To explore Microsoft Azure services and build ETL pipleines to analyze the data and produce dashboards in Power BI.
- Azure Data Factory is used to ingest data from source point.
- Azure Databricks (Apache Spark) for scalable data transformations.
- Azure Data Lake Storage (ADLS Gen2) for cost-effective data storage.
- Azure Synapse Analytics a powerful data warehouse for large-scale SQL queries.
- Power BI in data visualization and reporting.
- Ingestion → Azure Data Factory → Raw Data (ADLS Gen2)
- Transformation → Azure Databricks → Transformed Data (ADLS Gen2)
- Analytics → Azure Synapse Analytics
- Visualization → Power BI
Datasource: The dataset used is Olympic Data from Kaggle, which contains details about athletes, coaches, medals, teams, and gender participation in the 2021 Tokyo Olympics. https://www.kaggle.com/datasets/arjunprasadsarkhel/2021-olympics-in-tokyo
-
Extract Data (Ingestion)
- Azure Data Factory (ADF) is used to extract raw data from a GitHub repository.
- The dataset includes five CSV files (athletes, coaches, medals, teams, entries_gender).
- ADF moves the raw data into Azure Data Lake Storage Gen2 (ADLS Gen2) for further processing.
-
Transform Data
- Azure Databricks (Apache Spark) is used to clean and transform the raw data.
- Transformation steps include:
- Converting incorrect data types (e.g., strings to integers).
- Removing duplicates and renaming columns.
- Computing aggregated statistics such as top countries by gold medals.
- The transformed data is written back to Azure Data Lake Storage (ADLS Gen2).
-
Load and Analysis
- Azure Synapse Analytics is used to query transformed data.
- Used SQL-based querying and charts view to gain insights from the dataset.
- The processed data is visualized using Power BI.
-
Dashboard and Reporting
- A dashboard is created to visualize key insights, such as:
- Top countries with the most medals.
- Gender participation by discipline.
- Distribution of medals across different sports.

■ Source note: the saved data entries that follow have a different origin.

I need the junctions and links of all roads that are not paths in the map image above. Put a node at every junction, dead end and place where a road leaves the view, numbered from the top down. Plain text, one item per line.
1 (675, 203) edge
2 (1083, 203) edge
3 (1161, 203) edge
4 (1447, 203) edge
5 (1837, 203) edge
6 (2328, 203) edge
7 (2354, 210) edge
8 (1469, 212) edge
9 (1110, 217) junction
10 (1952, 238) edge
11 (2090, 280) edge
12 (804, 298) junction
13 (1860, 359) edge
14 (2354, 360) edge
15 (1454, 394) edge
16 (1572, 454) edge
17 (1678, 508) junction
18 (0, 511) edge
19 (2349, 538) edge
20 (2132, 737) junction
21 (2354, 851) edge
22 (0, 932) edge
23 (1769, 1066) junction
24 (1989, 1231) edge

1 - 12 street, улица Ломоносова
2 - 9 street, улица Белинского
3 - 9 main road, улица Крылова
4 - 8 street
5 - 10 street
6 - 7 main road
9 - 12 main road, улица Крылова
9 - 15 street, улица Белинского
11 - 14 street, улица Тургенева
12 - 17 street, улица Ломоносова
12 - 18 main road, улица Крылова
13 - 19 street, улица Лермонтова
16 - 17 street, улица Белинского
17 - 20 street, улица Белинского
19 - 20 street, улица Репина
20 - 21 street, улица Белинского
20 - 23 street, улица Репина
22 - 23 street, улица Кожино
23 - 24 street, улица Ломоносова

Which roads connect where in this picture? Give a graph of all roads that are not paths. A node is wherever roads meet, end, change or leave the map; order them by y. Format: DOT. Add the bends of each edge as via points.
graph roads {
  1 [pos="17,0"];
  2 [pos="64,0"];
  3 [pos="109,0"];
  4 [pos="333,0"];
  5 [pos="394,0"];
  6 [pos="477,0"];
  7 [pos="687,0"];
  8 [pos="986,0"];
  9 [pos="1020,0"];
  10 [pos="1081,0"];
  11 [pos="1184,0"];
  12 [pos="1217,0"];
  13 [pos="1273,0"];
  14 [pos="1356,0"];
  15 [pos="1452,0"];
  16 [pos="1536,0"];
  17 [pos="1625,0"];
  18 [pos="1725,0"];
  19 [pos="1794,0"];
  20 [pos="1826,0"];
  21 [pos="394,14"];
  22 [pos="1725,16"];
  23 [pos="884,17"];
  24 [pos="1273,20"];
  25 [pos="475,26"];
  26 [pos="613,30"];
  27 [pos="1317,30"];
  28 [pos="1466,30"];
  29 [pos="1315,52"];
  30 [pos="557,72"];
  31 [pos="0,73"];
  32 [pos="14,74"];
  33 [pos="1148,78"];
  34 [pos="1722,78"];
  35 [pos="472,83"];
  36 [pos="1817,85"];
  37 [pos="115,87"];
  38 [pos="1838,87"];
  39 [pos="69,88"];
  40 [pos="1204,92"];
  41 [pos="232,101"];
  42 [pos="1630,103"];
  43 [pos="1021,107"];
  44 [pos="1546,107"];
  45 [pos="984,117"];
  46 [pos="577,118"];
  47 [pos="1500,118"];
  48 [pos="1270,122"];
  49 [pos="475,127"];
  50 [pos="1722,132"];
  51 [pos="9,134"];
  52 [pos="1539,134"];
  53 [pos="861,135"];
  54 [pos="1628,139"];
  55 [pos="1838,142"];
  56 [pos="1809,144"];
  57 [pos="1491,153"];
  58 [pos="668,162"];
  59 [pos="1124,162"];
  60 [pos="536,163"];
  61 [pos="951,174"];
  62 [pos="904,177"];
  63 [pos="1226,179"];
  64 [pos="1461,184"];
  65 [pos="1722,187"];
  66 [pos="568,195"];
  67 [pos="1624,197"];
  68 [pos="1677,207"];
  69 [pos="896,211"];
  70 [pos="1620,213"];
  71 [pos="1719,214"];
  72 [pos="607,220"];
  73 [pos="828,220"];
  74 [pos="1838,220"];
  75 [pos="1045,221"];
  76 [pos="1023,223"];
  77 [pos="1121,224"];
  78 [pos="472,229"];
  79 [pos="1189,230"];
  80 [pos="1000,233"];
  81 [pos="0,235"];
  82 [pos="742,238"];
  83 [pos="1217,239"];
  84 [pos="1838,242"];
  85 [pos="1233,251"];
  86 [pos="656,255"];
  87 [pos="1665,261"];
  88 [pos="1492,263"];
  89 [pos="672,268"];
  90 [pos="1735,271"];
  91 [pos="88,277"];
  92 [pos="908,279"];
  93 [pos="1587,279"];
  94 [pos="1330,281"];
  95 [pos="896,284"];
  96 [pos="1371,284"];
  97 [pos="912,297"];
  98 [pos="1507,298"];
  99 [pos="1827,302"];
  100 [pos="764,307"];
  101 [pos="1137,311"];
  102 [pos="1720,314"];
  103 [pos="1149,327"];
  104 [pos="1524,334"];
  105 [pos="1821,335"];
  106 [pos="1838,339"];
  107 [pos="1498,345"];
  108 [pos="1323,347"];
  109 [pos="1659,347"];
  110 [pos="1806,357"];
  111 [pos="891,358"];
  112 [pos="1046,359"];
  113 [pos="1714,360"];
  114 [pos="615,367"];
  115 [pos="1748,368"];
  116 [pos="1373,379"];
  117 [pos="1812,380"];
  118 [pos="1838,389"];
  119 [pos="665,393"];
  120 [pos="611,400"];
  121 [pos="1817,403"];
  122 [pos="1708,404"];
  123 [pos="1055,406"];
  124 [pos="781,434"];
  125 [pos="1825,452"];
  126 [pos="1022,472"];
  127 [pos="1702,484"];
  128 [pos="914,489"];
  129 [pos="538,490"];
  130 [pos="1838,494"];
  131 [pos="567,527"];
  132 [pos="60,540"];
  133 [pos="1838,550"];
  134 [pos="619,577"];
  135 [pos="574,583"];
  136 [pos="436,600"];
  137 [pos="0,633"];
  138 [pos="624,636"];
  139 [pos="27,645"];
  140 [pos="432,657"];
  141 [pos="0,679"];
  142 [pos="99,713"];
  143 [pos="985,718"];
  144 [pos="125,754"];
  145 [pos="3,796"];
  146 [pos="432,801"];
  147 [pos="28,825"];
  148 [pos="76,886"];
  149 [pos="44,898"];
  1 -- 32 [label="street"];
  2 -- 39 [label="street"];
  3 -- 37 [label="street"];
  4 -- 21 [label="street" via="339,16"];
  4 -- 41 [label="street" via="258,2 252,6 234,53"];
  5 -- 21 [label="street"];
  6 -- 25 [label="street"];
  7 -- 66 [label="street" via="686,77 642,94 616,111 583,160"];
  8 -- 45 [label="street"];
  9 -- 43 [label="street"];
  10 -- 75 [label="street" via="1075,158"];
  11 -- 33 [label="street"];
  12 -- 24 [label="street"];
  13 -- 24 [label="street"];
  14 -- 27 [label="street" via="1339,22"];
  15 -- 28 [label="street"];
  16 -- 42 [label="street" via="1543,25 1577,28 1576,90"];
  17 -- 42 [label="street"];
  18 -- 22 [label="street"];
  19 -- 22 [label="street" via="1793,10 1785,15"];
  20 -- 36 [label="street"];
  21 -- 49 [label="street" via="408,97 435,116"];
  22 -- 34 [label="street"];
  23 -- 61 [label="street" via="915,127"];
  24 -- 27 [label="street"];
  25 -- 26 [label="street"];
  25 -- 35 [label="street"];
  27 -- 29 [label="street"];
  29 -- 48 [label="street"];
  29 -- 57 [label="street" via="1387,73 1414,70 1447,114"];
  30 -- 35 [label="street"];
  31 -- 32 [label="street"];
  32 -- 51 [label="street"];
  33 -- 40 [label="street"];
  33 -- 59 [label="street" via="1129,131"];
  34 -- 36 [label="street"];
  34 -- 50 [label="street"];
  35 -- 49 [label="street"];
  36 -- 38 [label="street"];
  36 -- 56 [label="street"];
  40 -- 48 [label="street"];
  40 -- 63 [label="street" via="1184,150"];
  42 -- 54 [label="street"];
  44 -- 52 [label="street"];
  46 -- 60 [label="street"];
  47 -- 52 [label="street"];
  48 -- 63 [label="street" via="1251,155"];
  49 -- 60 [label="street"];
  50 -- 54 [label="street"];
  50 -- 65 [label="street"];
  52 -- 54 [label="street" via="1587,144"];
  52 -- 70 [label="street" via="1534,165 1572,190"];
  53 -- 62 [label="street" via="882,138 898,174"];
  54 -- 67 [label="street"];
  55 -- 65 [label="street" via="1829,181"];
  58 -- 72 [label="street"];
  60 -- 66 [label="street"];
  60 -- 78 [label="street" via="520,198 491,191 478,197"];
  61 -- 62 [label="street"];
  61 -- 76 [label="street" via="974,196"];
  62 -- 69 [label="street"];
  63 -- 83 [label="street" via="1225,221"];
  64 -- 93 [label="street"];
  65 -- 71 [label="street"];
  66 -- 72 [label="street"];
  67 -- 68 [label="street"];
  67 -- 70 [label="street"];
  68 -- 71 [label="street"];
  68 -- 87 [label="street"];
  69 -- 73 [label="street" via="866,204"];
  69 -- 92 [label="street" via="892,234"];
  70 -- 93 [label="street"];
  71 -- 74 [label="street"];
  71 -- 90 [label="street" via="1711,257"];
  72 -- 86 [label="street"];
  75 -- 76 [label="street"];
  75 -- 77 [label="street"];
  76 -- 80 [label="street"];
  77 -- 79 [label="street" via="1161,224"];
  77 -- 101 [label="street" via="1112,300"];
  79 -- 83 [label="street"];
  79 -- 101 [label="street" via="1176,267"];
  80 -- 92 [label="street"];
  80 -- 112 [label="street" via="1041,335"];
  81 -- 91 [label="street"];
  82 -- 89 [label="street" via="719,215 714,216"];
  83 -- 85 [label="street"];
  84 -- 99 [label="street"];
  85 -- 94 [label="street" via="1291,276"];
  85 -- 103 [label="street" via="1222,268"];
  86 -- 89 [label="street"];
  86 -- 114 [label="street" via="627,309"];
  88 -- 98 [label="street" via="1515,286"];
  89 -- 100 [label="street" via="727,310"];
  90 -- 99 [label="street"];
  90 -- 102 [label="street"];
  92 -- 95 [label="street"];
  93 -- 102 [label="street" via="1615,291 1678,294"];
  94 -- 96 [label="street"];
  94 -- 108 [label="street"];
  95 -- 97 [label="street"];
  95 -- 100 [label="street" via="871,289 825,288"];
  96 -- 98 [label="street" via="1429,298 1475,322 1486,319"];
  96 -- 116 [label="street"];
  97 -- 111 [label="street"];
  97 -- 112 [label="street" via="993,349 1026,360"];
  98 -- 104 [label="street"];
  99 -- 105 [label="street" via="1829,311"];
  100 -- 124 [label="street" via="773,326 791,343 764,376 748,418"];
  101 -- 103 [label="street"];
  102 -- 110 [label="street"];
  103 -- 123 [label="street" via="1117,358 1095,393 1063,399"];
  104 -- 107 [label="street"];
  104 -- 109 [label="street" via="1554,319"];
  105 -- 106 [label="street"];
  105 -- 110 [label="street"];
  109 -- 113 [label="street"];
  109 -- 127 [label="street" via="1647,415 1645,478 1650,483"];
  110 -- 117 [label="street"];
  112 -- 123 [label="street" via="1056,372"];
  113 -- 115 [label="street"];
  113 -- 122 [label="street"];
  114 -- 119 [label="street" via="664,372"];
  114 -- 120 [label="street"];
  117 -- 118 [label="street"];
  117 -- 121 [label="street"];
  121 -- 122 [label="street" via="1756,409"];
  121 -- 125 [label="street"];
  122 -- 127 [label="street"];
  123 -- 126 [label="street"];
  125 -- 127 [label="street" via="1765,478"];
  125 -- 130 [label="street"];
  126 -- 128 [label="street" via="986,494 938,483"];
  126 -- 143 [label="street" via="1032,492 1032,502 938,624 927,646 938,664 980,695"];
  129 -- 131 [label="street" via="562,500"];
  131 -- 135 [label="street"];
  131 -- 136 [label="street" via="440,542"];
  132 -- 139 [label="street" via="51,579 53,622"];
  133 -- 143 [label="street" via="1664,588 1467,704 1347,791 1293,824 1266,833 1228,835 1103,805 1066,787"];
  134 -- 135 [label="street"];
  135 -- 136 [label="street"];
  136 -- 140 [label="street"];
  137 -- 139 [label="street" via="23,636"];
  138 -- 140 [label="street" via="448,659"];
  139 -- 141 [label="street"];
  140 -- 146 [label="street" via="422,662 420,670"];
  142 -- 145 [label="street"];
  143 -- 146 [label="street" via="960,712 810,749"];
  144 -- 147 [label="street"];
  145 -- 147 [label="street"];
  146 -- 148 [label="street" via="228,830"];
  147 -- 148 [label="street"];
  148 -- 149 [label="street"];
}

- A dashboard is created to visualize key insights, such as:
- Create Azure Data Factory to manage data pipelines.
- Create a Storage Account and a Data Lake Storage Gen2 container to store the files.
- Set up a Data Pipeline in ADF:
- Source: GitHub (HTTP connector)
- Destination: ADLS Gen2 (Raw Data Folder)
- Pipeline Execution: Runs successfully and stores the raw data.
- Used ADF (source and sink connections) to load the raw data files from the google drive src usig HTTP connector to storage datalake raw_data.
- Create an Azure Databricks Workspace and configure a Spark cluster.
- Mount the Data Lake Storage to Databricks using Service Principal authentication. utilized apps registration service to create an app with secret value and required role assignment(storage contributor IAM access control), using which mounted Stoarge point on to databricks.
- Read Data using Apache Spark (PySpark)
- Print schema to verify column types.
- Converted data types where necessary (e.g., medals count from string to integer).
- Filtered and grouped data where needed for insights.
- The transformed data is written back to ADLS Gen2 (Transformed Data Folder).
- Data is stored in CSV format with partitioning.
- Create a Synapse Analytics Workspace.
- Load the transformed data into Synapse Tables.
- Run SQL queries to extract insights, such as:
- Ranking countries by medal count.
- Finding the top athlete in each discipline.
- Connect Power BI to Synapse Analytics.
- Create dashboards to visualize key insights.
- Publish Reports for stakeholders.
This project demonstrates a real-world data engineering workflow in Azure Cloud, integrating multiple services for data ingestion, transformation, storage, analysis, and visualization.